▸ Work task
Tally the lines in the entries where the string "index" appears, and write only the total.

━━━ Records supplied ━━━

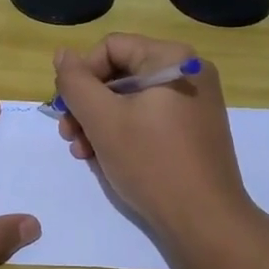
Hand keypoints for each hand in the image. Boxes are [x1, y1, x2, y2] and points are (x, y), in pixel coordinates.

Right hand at [52, 33, 256, 248]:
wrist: (206, 221)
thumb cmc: (152, 162)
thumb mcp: (103, 120)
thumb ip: (76, 83)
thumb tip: (62, 55)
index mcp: (171, 58)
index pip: (110, 48)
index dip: (82, 75)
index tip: (66, 110)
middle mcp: (188, 71)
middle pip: (120, 73)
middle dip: (88, 104)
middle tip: (68, 135)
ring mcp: (195, 102)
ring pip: (132, 100)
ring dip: (100, 122)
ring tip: (83, 153)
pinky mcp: (195, 130)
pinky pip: (149, 118)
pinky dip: (124, 133)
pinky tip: (106, 159)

━━━

▸ Task output
4